A film that captures real life the way J.A. Bayona captures it in his newest film The Impossible is a rare occurrence in filmmaking. Not only does he pay respect to the countless victims that were lost in the devastating tragedy, he makes artistic choices and liberties only the most seasoned directors can take. Starring Academy Award Nominee Naomi Watts and Ewan McGregor, the film tells the TRUE story about a family vacationing in Thailand when one of the worst natural disasters of our time separates them.
The brave and committed performance by Naomi Watts is the miracle of the film and possibly the entire year. Watts falls into the role of “Maria” with perfect precision and accuracy. As a person who’s only been a father for a year-and-a-half, Watts puts me right in the moment of unimaginable fear and pain. An Oscar-caliber turn as I’ve ever witnessed. The entire first half of the film is shared with Tom Holland, a child actor that can only be described as well beyond his years. Holland is motivated and equally as afflicting as Watts. A performance like his can only lead to more roles for him in the future.

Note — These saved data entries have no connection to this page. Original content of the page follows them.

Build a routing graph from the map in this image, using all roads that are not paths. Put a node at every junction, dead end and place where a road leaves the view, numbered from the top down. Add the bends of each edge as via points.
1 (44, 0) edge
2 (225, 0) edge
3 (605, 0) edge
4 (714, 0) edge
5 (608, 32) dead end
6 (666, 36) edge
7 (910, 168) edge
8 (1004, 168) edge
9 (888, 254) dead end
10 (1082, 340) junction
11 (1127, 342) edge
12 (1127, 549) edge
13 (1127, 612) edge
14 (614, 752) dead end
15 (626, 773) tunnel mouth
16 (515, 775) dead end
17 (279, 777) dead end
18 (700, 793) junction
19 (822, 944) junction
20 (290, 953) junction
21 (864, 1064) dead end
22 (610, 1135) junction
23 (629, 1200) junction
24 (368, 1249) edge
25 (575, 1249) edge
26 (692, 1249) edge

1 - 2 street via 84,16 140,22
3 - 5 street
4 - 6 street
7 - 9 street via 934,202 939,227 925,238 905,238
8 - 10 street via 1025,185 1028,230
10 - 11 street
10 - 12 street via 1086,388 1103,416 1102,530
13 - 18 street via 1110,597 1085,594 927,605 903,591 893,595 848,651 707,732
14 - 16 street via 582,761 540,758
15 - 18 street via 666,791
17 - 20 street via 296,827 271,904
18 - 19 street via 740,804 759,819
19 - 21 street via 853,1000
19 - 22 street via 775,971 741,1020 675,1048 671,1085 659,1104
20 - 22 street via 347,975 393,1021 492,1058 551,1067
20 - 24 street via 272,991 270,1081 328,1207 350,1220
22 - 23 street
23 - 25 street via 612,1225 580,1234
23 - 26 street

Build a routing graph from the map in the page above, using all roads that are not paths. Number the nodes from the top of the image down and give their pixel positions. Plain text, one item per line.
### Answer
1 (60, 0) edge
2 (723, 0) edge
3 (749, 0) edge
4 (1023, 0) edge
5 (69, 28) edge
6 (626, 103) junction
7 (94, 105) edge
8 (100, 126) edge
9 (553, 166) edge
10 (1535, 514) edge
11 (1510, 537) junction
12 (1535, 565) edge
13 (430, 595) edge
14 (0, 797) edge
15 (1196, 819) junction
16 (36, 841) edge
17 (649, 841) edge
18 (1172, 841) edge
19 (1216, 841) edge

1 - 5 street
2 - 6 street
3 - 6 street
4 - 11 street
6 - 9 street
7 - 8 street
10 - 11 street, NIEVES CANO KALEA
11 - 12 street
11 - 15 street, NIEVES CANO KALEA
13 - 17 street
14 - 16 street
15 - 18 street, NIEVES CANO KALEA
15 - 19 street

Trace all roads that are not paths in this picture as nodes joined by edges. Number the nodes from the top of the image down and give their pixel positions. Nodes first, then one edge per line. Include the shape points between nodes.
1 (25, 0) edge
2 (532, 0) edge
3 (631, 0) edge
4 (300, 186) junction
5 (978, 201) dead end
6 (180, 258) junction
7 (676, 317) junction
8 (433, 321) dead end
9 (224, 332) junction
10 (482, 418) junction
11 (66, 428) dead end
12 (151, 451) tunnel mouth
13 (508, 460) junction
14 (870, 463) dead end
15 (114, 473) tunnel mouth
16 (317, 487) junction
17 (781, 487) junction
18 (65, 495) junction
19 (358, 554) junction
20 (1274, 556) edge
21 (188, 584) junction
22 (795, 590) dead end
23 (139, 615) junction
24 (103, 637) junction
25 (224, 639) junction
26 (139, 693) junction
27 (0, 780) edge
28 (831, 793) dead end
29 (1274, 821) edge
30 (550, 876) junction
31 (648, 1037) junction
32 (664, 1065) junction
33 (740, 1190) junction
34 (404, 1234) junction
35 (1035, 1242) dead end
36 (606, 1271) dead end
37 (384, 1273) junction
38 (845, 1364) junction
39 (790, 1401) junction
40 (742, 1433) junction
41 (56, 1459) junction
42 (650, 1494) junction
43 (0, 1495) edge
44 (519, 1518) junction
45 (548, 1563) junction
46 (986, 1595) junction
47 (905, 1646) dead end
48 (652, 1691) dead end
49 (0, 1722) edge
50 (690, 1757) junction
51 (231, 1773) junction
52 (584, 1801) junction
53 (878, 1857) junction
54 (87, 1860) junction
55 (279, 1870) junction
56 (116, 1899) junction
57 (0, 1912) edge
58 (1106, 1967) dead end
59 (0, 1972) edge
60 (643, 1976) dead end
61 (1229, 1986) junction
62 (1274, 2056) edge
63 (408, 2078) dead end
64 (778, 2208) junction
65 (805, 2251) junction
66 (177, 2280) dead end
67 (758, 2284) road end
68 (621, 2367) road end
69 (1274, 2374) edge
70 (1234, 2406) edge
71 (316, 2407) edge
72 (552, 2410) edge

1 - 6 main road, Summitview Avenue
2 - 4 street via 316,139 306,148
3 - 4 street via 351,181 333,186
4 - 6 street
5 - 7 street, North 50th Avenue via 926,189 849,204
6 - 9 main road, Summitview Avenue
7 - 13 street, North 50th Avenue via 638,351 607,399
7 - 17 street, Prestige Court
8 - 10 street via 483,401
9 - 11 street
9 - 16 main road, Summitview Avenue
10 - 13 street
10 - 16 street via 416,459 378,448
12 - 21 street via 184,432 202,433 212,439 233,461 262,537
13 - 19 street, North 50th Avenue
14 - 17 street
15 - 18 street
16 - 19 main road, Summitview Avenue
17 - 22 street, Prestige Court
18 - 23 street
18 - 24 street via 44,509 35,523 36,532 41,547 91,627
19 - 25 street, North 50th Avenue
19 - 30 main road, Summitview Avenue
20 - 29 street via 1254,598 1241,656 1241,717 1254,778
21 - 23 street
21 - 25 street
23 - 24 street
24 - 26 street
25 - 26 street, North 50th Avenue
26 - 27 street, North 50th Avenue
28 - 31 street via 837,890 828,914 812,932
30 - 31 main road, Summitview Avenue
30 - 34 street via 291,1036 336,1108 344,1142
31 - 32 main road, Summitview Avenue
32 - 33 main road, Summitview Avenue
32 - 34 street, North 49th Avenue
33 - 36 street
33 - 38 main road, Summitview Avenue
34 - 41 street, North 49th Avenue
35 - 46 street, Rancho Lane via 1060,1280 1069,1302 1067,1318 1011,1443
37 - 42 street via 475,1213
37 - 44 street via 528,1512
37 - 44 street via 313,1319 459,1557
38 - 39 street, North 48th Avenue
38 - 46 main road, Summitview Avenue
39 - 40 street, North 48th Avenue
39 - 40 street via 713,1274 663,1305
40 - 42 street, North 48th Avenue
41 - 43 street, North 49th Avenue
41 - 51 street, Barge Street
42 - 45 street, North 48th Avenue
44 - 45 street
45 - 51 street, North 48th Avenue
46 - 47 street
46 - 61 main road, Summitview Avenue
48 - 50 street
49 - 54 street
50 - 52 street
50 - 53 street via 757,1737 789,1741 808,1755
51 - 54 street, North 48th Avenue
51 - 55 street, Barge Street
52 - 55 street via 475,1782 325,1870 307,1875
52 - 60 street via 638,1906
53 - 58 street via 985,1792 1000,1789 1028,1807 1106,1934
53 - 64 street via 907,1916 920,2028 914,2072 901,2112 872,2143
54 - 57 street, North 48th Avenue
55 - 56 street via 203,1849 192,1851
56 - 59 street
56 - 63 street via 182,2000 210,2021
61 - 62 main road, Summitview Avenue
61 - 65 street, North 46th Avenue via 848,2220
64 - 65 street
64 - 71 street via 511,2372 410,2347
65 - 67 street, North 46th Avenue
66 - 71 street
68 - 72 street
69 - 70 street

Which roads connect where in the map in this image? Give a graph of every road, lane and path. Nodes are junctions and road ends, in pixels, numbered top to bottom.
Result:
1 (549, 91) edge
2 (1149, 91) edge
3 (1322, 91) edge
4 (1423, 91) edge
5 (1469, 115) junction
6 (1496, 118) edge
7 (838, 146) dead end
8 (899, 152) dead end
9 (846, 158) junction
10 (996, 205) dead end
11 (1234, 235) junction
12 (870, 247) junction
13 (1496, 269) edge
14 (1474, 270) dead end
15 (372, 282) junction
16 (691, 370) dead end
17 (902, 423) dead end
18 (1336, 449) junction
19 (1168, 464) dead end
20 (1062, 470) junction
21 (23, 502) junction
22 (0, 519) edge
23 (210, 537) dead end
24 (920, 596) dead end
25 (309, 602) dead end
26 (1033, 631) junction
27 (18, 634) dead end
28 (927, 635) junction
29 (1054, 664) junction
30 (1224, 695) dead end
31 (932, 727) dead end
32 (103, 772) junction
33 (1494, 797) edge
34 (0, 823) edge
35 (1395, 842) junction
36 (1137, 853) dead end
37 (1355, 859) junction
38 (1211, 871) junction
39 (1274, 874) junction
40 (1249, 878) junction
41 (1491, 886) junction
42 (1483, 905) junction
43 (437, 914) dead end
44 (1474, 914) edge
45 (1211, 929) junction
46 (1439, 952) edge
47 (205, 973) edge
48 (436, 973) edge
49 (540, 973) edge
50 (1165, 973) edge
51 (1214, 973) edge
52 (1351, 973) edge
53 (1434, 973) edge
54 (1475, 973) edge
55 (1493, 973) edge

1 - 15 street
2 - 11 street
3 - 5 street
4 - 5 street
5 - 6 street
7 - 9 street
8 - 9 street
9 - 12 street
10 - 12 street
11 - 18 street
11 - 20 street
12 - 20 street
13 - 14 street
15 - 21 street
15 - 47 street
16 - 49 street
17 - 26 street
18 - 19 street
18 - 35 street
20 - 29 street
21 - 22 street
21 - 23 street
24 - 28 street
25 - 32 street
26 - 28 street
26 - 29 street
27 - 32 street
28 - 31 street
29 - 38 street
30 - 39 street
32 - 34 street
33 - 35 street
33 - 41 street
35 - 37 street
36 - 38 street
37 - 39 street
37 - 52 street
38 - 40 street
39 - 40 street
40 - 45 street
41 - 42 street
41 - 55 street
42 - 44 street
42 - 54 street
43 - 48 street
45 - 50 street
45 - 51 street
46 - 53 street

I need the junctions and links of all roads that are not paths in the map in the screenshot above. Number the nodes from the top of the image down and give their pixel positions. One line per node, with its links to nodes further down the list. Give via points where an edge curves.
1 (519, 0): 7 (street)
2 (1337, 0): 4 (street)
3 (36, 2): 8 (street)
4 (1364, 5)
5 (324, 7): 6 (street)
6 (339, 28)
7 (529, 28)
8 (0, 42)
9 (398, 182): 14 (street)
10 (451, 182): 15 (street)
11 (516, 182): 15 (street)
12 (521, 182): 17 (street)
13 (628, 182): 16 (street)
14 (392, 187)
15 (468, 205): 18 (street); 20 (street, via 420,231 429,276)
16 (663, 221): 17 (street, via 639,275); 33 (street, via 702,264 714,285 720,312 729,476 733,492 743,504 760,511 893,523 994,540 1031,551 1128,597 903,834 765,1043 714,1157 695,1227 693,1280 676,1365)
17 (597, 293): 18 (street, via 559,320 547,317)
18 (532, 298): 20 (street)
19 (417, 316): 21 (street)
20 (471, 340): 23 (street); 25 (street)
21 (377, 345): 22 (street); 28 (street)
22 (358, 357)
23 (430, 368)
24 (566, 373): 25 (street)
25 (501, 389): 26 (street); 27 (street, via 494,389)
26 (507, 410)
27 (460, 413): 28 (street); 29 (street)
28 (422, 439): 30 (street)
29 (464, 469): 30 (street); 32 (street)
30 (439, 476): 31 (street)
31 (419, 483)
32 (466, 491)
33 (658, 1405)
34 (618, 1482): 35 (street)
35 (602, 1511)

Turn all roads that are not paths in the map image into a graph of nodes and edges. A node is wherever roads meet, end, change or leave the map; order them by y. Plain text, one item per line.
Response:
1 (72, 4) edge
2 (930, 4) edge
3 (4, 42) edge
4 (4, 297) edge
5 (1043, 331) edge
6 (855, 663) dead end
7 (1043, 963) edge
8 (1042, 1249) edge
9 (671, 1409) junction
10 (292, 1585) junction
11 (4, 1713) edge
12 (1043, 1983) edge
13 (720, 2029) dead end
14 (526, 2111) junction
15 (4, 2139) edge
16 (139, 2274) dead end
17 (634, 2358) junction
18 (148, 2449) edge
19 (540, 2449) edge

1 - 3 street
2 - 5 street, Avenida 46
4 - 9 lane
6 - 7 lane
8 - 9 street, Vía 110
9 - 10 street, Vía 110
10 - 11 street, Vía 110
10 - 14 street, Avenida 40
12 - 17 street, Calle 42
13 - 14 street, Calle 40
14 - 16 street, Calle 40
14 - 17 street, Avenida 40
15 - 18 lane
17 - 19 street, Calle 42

In the opening credits of the film, Bayona tells the audience that the story is true, but what may bother viewers and critics is how coincidental and inflated the story can seem. If it weren’t in fact true, the film would fail within the first few moments. It’s the notion that this did occur that demonstrates and heightens the execution of Bayona and writer Sergio G. Sanchez so brilliantly. The Impossible is the most emotional and devastating picture seen since Paul Greengrass’ United 93 (2006). In the first several minutes, I was already in tears. Letting up only for short breaths, I feel like I didn’t stop crying the entire time. I was invested, full body and soul, riding among the victims in a frightening state of mind. I could only imagine myself there, terrifyingly so and with appreciation now that I wasn’t.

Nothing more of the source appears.